'''

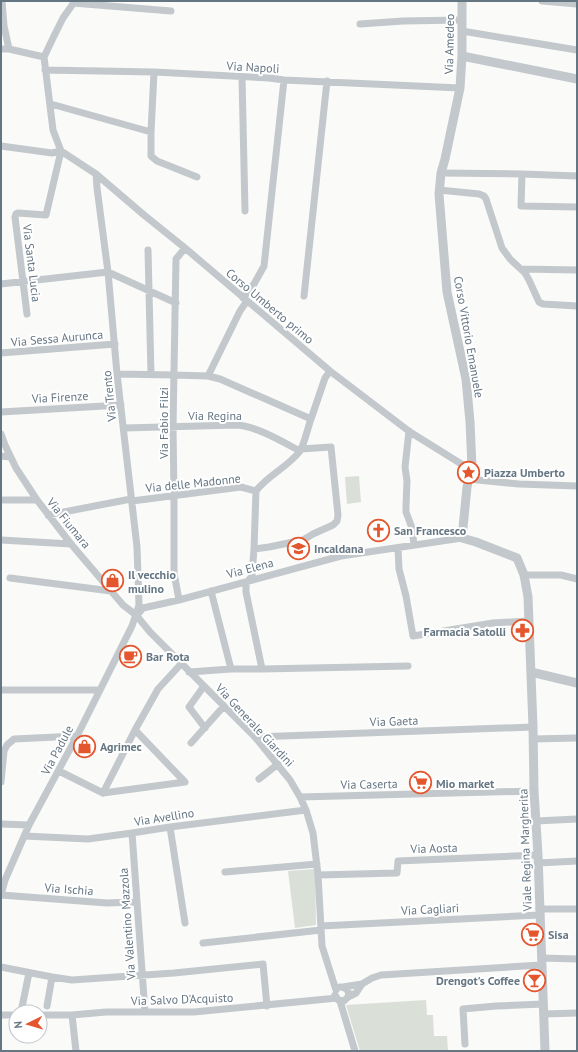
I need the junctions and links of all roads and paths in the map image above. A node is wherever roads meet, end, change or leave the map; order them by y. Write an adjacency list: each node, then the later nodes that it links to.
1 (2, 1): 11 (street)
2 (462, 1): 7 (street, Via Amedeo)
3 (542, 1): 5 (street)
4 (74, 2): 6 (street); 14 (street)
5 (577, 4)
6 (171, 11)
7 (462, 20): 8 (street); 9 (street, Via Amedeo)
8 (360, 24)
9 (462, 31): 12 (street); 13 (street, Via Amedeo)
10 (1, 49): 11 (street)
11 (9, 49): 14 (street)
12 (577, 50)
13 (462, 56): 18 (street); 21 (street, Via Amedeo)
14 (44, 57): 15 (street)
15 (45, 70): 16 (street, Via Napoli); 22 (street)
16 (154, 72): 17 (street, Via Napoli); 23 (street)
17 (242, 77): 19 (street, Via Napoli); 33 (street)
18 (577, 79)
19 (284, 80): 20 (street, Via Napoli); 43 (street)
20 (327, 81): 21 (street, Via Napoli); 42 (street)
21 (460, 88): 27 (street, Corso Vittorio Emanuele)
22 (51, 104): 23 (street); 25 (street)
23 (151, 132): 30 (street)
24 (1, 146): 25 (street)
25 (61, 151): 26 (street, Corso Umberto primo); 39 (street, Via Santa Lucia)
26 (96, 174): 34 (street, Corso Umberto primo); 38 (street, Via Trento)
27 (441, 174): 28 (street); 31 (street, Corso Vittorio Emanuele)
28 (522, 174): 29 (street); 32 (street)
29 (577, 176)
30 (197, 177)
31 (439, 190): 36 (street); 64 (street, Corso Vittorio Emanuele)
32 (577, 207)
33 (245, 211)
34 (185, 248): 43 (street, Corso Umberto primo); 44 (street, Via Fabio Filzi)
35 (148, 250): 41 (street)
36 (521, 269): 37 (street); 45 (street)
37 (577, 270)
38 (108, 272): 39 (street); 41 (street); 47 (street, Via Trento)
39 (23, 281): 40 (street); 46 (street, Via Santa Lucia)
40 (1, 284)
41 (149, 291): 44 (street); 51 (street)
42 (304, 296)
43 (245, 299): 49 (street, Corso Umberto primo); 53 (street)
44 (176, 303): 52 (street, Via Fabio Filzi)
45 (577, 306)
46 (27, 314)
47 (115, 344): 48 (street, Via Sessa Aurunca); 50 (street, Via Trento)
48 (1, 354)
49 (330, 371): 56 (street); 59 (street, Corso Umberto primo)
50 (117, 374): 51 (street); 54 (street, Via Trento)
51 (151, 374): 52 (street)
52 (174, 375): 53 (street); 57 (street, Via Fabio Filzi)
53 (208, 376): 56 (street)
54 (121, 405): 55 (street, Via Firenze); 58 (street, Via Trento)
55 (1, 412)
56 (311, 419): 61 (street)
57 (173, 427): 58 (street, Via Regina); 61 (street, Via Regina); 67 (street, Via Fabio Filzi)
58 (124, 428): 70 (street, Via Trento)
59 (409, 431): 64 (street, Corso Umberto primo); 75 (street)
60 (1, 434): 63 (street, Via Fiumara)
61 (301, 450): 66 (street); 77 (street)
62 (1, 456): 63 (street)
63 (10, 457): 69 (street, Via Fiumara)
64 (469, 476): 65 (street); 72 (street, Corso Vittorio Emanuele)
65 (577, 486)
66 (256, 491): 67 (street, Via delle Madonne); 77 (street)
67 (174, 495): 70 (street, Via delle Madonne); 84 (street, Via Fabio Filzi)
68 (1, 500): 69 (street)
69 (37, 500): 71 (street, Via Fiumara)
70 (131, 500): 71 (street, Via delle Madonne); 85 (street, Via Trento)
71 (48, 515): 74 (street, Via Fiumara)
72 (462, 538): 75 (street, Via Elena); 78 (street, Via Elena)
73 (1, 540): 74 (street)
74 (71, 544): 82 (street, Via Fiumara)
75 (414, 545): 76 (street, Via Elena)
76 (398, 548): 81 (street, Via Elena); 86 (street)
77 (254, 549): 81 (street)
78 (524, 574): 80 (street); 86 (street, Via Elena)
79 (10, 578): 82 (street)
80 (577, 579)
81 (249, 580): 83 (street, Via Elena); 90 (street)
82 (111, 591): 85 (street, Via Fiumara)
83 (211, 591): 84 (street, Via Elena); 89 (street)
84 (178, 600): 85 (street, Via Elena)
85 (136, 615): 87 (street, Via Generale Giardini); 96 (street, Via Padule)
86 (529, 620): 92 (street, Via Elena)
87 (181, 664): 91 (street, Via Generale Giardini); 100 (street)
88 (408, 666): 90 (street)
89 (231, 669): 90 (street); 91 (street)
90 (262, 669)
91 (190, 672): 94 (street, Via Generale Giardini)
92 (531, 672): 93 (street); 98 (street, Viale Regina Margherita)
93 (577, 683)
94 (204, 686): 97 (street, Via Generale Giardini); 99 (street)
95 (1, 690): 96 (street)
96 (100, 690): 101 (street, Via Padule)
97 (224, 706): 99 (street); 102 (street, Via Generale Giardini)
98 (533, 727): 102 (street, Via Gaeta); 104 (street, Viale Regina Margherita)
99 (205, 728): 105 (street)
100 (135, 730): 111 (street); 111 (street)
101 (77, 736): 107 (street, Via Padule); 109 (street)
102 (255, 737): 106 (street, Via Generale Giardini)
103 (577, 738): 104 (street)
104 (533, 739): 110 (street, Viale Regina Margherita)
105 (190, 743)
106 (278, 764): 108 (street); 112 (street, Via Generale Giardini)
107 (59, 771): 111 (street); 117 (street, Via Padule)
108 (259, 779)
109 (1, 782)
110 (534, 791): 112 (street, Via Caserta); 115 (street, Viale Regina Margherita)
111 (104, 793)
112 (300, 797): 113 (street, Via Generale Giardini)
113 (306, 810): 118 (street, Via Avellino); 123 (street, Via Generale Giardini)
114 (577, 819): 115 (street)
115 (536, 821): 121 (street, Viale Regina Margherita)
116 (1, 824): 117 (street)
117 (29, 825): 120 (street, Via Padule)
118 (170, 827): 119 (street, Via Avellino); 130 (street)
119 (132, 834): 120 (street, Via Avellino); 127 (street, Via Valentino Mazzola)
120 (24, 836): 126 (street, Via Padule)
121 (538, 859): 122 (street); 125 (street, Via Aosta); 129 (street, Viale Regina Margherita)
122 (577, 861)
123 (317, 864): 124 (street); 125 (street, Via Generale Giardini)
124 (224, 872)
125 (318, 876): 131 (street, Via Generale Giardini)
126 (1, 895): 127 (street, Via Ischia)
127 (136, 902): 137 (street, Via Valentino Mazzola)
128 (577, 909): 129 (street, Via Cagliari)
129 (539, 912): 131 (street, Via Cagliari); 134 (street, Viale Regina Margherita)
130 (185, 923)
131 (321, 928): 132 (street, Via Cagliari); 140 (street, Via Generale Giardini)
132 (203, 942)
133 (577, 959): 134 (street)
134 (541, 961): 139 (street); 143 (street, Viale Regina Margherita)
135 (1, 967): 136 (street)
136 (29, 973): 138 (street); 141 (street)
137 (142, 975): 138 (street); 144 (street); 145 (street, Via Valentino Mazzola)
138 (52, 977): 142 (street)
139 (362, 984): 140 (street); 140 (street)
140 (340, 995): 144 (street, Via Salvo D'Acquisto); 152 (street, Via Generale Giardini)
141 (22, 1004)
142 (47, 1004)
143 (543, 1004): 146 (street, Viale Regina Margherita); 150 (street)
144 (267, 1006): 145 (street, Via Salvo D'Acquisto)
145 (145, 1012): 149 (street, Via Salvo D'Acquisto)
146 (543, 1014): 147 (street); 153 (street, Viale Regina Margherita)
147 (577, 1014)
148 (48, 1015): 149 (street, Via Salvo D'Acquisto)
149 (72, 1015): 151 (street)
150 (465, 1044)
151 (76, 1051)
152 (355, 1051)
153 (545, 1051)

'''
'''

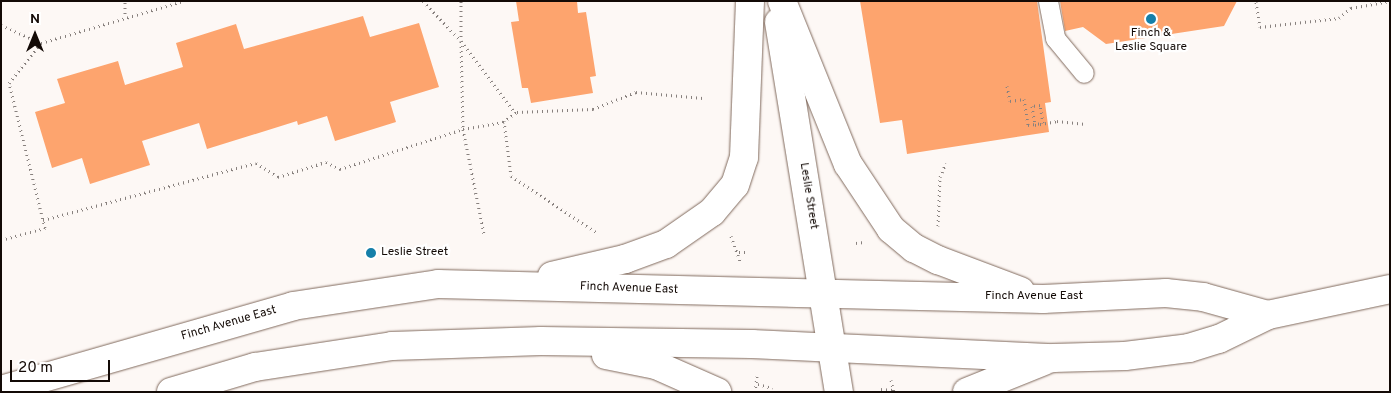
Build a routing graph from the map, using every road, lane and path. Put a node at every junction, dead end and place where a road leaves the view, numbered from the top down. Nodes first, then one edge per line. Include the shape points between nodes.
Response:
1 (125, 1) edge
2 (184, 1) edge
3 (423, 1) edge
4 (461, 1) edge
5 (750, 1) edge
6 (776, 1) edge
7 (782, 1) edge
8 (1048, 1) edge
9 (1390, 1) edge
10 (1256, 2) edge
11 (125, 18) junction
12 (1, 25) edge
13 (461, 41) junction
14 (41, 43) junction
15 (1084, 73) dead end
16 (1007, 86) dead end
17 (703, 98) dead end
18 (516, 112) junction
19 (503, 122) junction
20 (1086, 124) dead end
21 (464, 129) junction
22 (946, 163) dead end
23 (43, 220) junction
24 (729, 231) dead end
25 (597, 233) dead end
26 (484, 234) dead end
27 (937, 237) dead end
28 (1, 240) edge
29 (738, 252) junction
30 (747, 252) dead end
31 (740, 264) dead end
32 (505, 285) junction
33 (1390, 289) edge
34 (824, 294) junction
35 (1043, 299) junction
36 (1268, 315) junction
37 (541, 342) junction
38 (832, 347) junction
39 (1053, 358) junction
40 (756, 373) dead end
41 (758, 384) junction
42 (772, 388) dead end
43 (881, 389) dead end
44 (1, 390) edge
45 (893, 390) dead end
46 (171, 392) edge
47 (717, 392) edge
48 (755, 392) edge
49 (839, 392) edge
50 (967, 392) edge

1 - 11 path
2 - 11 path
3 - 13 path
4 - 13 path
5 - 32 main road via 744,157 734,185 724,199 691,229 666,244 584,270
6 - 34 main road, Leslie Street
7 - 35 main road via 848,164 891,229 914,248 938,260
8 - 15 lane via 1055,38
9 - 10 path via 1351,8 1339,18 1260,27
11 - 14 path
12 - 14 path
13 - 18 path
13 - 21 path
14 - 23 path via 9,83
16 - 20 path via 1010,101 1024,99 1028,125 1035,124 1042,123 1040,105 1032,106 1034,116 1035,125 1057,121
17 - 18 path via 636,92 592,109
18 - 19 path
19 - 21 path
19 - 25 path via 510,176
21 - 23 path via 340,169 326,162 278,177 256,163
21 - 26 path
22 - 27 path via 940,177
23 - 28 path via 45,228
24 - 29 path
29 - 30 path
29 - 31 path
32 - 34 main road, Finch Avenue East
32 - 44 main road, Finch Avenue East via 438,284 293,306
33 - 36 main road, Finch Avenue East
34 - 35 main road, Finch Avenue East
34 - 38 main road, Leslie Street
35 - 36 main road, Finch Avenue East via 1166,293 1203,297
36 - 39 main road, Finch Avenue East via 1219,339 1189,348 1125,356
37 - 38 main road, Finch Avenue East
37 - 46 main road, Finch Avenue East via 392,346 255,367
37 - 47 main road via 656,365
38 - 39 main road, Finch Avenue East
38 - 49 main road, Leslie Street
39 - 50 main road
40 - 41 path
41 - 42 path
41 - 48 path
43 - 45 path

'''

> _DESCRIPTION OF THE TASK_
Pull every line containing the string "Lucia" out of the data above and copy it.

> _EXERCISE RESULT_
25 (61, 151): 26 (street, Corso Umberto primo); 39 (street, Via Santa Lucia)
39 (23, 281): 40 (street); 46 (street, Via Santa Lucia)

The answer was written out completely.